Juros elevados são a principal barreira para 80% das indústrias na obtenção de crédito, aponta CNI
Uma sondagem recente da Confederação Nacional da Indústria (CNI), em parceria com a ABDE, revelou que 80% das empresas industriais brasileiras que enfrentaram dificuldades para obter empréstimos culpam os juros elevados como o principal entrave. A pesquisa, que abrangeu créditos de curto, médio e longo prazo, aponta para condições de acesso ao crédito cada vez piores, com a taxa Selic a 15% desde junho de 2025, impactando negativamente o investimento e a competitividade da indústria nacional.
Tucupi

Destaque
A Confederação Nacional da Indústria (CNI), em conjunto com a Associação Brasileira de Desenvolvimento (ABDE), divulgou os resultados de uma sondagem especial que pinta um cenário desafiador para o setor industrial brasileiro no acesso ao crédito. O levantamento, intitulado "Sondagem Especial nº 98 – Condições de Acesso ao Crédito em 2025", aponta que uma esmagadora maioria – oito em cada dez empresas industriais – que enfrentaram obstáculos na obtenção de empréstimos culpam diretamente os juros elevados como o principal fator. Essa dificuldade se manifesta tanto na busca por financiamentos de curto e médio prazo quanto na de longo prazo, impactando diretamente a capacidade de investimento e expansão das empresas em todo o território nacional, incluindo as indústrias da região do Amazonas.
A pesquisa revela dados preocupantes sobre a contratação e renovação de crédito. Apenas 26% dos industriais conseguiram contratar ou renovar crédito de curto prazo no período analisado, percentual que cai para 17% quando se trata de crédito de longo prazo (acima de cinco anos). Entre as empresas que buscaram financiamentos de longo prazo, cerca de um terço não obteve sucesso, enquanto um quinto das que procuraram empréstimos de curto ou médio prazo também foi frustrado. Esse percentual de insucesso foi ainda mais acentuado entre as médias indústrias, sublinhando as dificuldades enfrentadas por um segmento crucial da economia brasileira, que tem reflexos em polos industriais de grande relevância, como o da Zona Franca de Manaus.

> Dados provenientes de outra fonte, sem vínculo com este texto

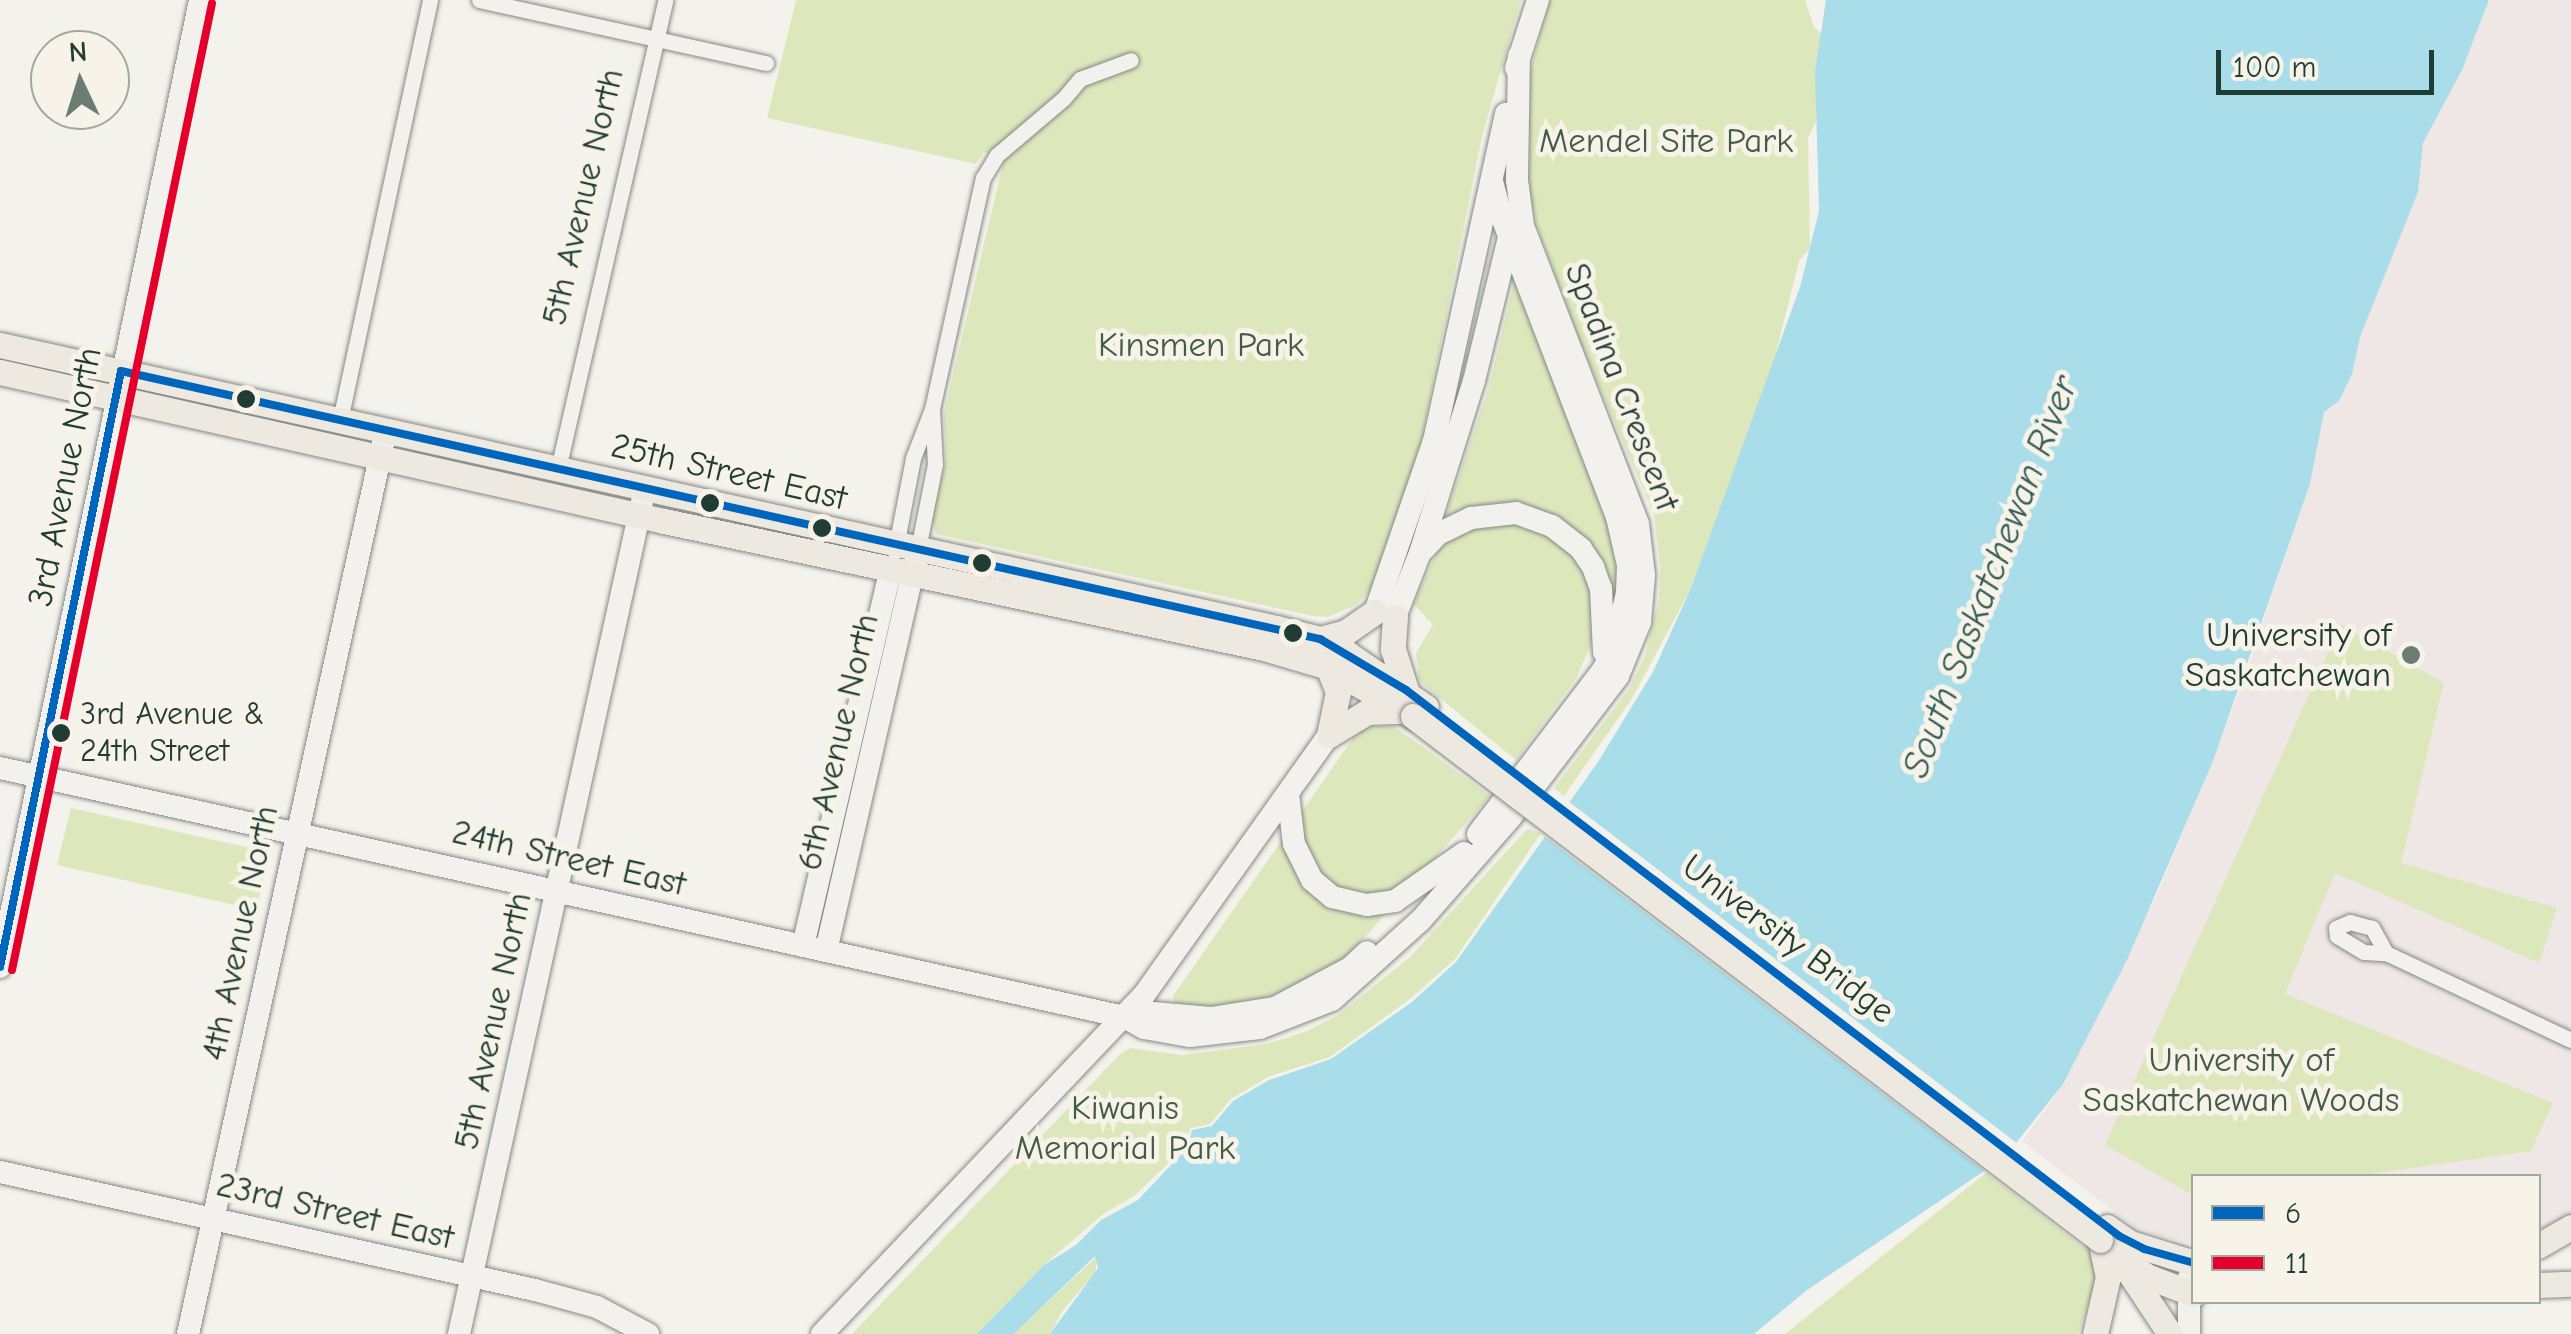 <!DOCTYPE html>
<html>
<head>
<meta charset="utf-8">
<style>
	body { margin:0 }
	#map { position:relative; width:2571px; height:1334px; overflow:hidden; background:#f4f2ec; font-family:"Comic Neue",sans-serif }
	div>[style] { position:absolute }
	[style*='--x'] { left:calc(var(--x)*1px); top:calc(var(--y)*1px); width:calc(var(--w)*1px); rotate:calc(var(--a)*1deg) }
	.built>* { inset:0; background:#efe6e6 }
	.green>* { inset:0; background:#dce8bc }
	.water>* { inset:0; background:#a9ddea }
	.pier>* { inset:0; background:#f4f2ec }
	.roads { filter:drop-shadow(0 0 2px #848985) drop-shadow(0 0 2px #848985) }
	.street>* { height:15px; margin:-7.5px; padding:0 7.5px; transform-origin:7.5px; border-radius:7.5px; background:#f2f1ed }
	.secondary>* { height:22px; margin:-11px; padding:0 11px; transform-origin:11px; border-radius:11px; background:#f2f1ed }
	.primary>* { height:25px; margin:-12.5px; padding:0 12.5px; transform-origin:12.5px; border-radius:12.5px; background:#ede8e0 }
	.bridges { filter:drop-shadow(0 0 2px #848985) drop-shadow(0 0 2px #848985) }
	.primary-bridge>* { height:25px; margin:-12.5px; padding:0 12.5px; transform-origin:12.5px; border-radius:12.5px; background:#ede8e0 }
	.bus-1>* { height:8px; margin:-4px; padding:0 4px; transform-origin:4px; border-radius:4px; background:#0065bd }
	.bus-2>* { height:8px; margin:-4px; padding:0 4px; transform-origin:4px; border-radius:4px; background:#e4002b }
	.dots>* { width:28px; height:28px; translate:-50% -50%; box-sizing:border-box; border:5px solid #f7f3e8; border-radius:50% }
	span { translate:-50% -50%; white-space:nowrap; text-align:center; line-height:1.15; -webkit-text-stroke:10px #f7f3e8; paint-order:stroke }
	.bus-label { font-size:32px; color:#1f3d34 }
	.left { translate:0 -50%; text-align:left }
	.park-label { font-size:35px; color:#415d47 }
	.street-label { font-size:35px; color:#1f3d34 }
	.poi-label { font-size:35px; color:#1f3d34 }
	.right { translate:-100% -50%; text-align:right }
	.water-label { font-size:38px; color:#345b58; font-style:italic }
	.legend { position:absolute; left:2191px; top:1174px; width:350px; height:130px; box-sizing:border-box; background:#f7f3e8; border:2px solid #a1aaa0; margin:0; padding:12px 18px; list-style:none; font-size:30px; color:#1f3d34 }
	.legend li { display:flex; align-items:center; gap:20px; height:50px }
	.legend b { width:50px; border:2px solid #a1aaa0 }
	.north { position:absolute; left:30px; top:30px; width:100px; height:100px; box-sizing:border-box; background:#f7f3e8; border:2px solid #a1aaa0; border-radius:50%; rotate:356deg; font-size:28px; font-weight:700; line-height:40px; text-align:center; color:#1f3d34 }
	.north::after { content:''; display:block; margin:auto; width:35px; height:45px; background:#6a7c74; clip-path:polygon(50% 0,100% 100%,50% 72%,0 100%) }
	.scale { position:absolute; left:2216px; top:50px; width:218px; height:45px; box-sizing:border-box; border:5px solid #1f3d34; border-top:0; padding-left:12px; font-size:30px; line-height:35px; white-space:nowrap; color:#1f3d34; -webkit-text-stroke:8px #f7f3e8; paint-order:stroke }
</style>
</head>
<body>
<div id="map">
	<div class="built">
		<i style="clip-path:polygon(2489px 0,2571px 0,2571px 1228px,2539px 1230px,2538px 1176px,2194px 1176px,2193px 1244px,2156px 1235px,2136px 1228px,2022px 1141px,2056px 1095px,2161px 886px,2239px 693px,2310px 484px,2324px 412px,2332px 407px,2352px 374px,2360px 337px,2418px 192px,2423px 143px,2462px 70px)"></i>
	</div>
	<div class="green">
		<i style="clip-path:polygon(796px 0,1521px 0,1482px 136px,1420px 448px,1373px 588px,1356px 605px,1328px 617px,1313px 616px,936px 534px,932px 520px,946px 460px,944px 413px,1004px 159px,984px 152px,976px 164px,767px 118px)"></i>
		<i style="clip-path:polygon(1550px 0,1805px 0,1814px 27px,1832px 43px,1820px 114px,1808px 138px,1810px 248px,1799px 261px,1759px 420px,1691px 588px,1633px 697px,1564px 796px,1554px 788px,1629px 689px,1645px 656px,1659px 597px,1660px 569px,1654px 515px,1579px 339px,1536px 223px,1526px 177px,1525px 89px)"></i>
		<i style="clip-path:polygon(1515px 278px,1617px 547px,1619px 585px,1612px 618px,1554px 516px,1524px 505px,1493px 504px,1444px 520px,1489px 387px)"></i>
		<i style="clip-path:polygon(1531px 524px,1572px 550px,1593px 586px,1595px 634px,1577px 677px,1516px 760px,1419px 681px,1416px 653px,1433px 625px,1414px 604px,1438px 549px,1454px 535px,1472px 525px)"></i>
		<i style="clip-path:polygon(2341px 624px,2444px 683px,2401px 863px,2557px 908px,2539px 963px,2335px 873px,2285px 994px,2553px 1103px,2531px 1151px,2356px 1176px,2194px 1176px,2193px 1195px,2105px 1145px)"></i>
		<i style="clip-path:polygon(1394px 726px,1490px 796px,1342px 963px,1296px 991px,1246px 1006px,1176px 1009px,1173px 996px,1356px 734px,1368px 727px)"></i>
		<i style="clip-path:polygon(71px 808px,268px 852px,257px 910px,57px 865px)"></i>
		<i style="clip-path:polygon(1527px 829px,1541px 833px,1455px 959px,1410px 999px,1330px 1057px,1268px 1077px,1231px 1099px,1210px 1124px,1191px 1128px,1181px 1151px,1134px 1196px,1103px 1214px,1044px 1265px,977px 1334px,852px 1334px,1121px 1053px,1130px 1048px,1182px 1055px,1267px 1044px,1307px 1031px,1338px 1015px,1410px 957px)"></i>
		<i style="clip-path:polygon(1986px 1173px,2087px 1250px,2099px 1272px,2078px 1334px,1785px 1334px)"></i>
		<i style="clip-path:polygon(1096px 1257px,1096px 1272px,1063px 1310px,1050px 1334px,1014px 1334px)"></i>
	</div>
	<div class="water">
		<i style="clip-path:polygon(1826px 0,2489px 0,2462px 70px,2423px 143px,2418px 192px,2360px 337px,2352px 374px,2339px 401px,2324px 412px,2310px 484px,2213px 761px,2127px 960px,2063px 1084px,2005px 1157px,1807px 1290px,1754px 1334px,1050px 1334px,1098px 1268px,1095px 1256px,1014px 1334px,977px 1334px,1044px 1265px,1076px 1245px,1101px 1220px,1138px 1200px,1187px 1148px,1192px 1130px,1212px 1126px,1233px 1101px,1269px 1080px,1331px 1059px,1412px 1002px,1456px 962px,1598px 762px,1653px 672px,1691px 588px,1800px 287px,1819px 211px,1815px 71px)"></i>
	</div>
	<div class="pier">
		<i style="clip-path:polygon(1564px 798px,2022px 1147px,1988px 1174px,1540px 833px)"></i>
	</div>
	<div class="roads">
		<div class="street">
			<i style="--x:479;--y:0;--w:294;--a:12.4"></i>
			<i style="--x:340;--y:420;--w:430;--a:-77.9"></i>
			<i style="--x:558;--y:469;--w:481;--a:-77.1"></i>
			<i style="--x:918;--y:549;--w:87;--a:-78.7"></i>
			<i style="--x:935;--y:464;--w:55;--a:-93.1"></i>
			<i style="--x:895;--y:551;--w:95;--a:-79"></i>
			<i style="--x:913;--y:458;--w:53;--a:-68.8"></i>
			<i style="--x:932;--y:409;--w:237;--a:-77.6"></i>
			<i style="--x:983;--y:178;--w:27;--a:-59"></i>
			<i style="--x:997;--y:155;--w:88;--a:-40.4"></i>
			<i style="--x:1064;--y:98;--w:25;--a:-50"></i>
			<i style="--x:1080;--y:79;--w:54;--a:-20.4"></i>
			<i style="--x:2386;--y:953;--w:29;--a:-119"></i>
			<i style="--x:2372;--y:928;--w:23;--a:-165"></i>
			<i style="--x:2350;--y:922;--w:15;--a:157"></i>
			<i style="--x:2336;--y:928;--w:8;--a:83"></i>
			<i style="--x:2337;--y:936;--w:31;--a:31"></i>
			<i style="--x:2364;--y:952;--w:22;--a:3"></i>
			<i style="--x:2386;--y:953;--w:204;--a:25.2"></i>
		</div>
		<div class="secondary">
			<i style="--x:1516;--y:68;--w:71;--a:-72.1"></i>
			<i style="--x:1423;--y:550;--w:22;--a:-47"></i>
			<i style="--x:1438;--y:534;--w:37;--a:-26"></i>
			<i style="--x:1471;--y:518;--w:45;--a:-6.3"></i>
			<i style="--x:1516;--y:513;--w:38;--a:20"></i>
			<i style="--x:1552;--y:526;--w:37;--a:38"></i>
			<i style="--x:1581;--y:549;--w:22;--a:56"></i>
			<i style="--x:1593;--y:567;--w:23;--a:70"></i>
			<i style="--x:1601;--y:589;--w:63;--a:87.3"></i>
			<i style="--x:1375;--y:612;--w:181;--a:-71"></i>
			<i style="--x:1434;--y:441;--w:335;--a:-77.6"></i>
			<i style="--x:1395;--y:617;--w:69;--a:-68.7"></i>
			<i style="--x:1420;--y:553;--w:180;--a:-72.6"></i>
			<i style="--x:1474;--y:381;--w:152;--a:-76.3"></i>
			<i style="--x:0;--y:768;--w:1151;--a:12.49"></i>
			<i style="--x:1124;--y:1017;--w:23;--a:29"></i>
			<i style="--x:1144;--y:1028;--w:47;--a:9.9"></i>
			<i style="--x:1190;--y:1036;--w:70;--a:-6.5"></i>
			<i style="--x:1260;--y:1028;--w:77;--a:-21.3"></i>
			<i style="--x:1332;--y:1000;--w:120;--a:-42"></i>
			<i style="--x:1421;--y:920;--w:135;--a:-48.9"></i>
			<i style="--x:1510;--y:818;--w:178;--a:-52.7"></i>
			<i style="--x:1618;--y:676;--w:58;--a:-67.8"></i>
			<i style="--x:1640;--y:622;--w:47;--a:-85.1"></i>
			<i style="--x:1644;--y:575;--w:51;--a:-96.7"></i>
			<i style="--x:1638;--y:524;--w:319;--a:-111.1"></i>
			<i style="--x:1523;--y:226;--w:46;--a:-97.4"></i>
			<i style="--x:1517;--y:180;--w:124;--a:-89.1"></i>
			<i style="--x:1288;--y:794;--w:50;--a:83.2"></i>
			<i style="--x:1294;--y:844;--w:40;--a:63.4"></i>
			<i style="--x:1312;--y:880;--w:26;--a:40"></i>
			<i style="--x:1332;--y:897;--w:36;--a:13"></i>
			<i style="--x:1367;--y:905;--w:28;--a:-8"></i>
			<i style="--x:1395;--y:901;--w:84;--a:-34.8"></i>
			<i style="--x:1478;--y:834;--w:206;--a:-52.7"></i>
			<i style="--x:1603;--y:670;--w:25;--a:-63"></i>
			<i style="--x:1614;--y:648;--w:57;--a:-76.7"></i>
			<i style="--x:1627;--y:593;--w:28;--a:-88"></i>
			<i style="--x:1628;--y:565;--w:49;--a:-102.9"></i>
			<i style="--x:1617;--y:517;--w:324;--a:-111"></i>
			<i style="--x:1501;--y:215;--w:35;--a:-105"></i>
			<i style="--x:803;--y:946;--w:387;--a:-76.9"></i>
			<i style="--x:826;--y:951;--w:412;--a:-77.1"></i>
			<i style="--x:0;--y:967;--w:987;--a:-78.31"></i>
			<i style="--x:1124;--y:1017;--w:29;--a:-8"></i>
			<i style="--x:1153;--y:1013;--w:58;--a:4.9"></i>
			<i style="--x:1211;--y:1018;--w:65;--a:-8.9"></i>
			<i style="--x:1275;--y:1008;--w:85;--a:-28.1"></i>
			<i style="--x:1350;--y:968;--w:23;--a:-43"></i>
			<i style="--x:0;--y:1172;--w:548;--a:12.44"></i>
			<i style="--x:535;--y:1290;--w:64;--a:15.3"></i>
			<i style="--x:597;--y:1307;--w:58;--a:27.9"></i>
			<i style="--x:2189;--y:1278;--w:56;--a:90"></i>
			<i style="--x:188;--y:1334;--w:925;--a:-77.65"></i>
			<i style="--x:459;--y:1334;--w:857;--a:-77.6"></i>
			<i style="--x:822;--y:1334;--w:468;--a:-46.5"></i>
			<i style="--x:1144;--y:995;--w:319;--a:-54.6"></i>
		</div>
		<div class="primary">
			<i style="--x:0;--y:345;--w:1308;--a:12.5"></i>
			<i style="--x:1277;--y:628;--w:44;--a:14.3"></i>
			<i style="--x:1320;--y:639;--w:32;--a:28"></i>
			<i style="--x:1348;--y:654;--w:94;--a:34.2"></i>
			<i style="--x:0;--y:372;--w:681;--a:12.65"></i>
			<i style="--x:664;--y:521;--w:613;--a:11.95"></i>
			<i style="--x:1264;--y:648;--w:67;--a:16.5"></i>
			<i style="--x:1328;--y:667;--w:98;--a:30"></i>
			<i style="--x:1395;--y:617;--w:32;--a:94"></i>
			<i style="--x:1393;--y:649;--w:43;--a:72.4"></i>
			<i style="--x:1320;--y:639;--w:27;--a:-15"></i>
			<i style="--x:1346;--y:632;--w:35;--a:-35"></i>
			<i style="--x:1328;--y:667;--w:27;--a:68"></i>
			<i style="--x:1338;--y:692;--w:44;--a:101.8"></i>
			<i style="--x:1329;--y:735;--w:44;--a:-31.2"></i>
			<i style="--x:1367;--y:712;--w:35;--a:-2"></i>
			<i style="--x:2107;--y:1227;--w:28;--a:35"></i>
			<i style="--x:2130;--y:1243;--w:67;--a:17.4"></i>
			<i style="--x:2100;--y:1240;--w:58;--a:38"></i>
			<i style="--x:2146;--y:1276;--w:51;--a:20.6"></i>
			<i style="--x:2538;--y:1246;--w:38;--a:-30"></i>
			<i style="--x:2129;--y:1272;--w:74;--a:56.5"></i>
			<i style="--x:2538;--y:1285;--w:33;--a:-2"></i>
			<i style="--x:2095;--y:1334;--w:58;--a:-77.2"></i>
			<i style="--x:2108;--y:1277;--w:38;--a:-102"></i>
		</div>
	</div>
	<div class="bridges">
		<div class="primary-bridge">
			<i style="--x:1413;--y:716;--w:864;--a:37.33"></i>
		</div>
	</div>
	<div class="bus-1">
		<i style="--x:0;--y:967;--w:608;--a:-78.52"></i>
		<i style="--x:121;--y:371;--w:1229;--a:12.6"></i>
		<i style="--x:1320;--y:639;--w:100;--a:30.7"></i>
		<i style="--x:1406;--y:690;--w:898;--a:37.44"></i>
		<i style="--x:2119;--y:1236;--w:28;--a:27"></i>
		<i style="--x:2144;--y:1249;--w:52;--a:15.6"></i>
	</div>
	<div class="bus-2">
		<i style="--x:12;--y:970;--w:987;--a:-78.31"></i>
	</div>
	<div class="dots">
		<i style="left:246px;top:399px;background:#1f3d34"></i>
		<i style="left:710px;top:503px;background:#1f3d34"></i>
		<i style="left:822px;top:528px;background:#1f3d34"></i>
		<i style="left:982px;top:563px;background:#1f3d34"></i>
		<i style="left:1293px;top:633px;background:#1f3d34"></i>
		<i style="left:2411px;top:655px;background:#6a7c74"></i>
		<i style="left:61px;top:733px;background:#1f3d34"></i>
	</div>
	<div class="bus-label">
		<span class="left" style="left:80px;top:733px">3rd Avenue &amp;<br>24th Street</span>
	</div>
	<div class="park-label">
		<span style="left:1666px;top:141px">Mendel Site Park</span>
		<span style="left:1201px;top:345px">Kinsmen Park</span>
		<span style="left:2241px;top:1080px">University of<br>Saskatchewan Woods</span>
		<span style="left:1125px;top:1128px">Kiwanis<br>Memorial Park</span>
	</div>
	<div class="street-label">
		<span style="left:583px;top:197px;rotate:-77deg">5th Avenue North</span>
		<span style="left:1622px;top:387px;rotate:69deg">Spadina Crescent</span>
		<span style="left:729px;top:472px;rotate:13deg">25th Street East</span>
		<span style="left:65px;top:477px;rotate:-79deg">3rd Avenue North</span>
		<span style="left:838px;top:742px;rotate:-77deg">6th Avenue North</span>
		<span style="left:569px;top:858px;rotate:13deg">24th Street East</span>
		<span style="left:240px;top:933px;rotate:-78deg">4th Avenue North</span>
		<span style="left:1788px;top:939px;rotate:37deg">University Bridge</span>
		<span style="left:493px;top:1021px;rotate:-78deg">5th Avenue North</span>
		<span style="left:335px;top:1211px;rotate:13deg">23rd Street East</span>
	</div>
	<div class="poi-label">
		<span class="right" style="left:2391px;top:655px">University of<br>Saskatchewan</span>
	</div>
	<div class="water-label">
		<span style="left:1991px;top:577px;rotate:-69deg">South Saskatchewan River</span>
	</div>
	<ul class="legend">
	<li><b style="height:12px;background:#0065bd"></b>6</li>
	<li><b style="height:12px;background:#e4002b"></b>11</li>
	</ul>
	<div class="north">N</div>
	<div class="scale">100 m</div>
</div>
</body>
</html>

Adicionalmente, 35% das empresas que renovaram crédito de curto ou médio prazo relataram que as condições de acesso, como taxas de juros, número de parcelas, período de carência e exigência de garantias, pioraram significativamente entre fevereiro e julho de 2025. Para as operações de longo prazo, 33% dos industriais fizeram a mesma avaliação. Maria Virgínia Colusso, analista de Políticas e Indústria da CNI, enfatiza a gravidade da situação, destacando que a taxa básica de juros, a Selic, encontra-se em 15% desde junho de 2025, o maior patamar desde 2006. "A atual política monetária é bastante restritiva e encarece o crédito, uma vez que a taxa Selic está em 15% ao ano e os juros reais em torno de 10%. O crédito mais caro desincentiva o investimento em expansão da capacidade produtiva e em inovação. Com isso, a indústria perde competitividade", alertou Colusso, conforme reportado pela CNN Brasil (https://www.cnnbrasil.com.br/economia/macroeconomia/80-dos-industriais-culpam-juros-por-dificuldade-em-obter-credito-diz-cni/).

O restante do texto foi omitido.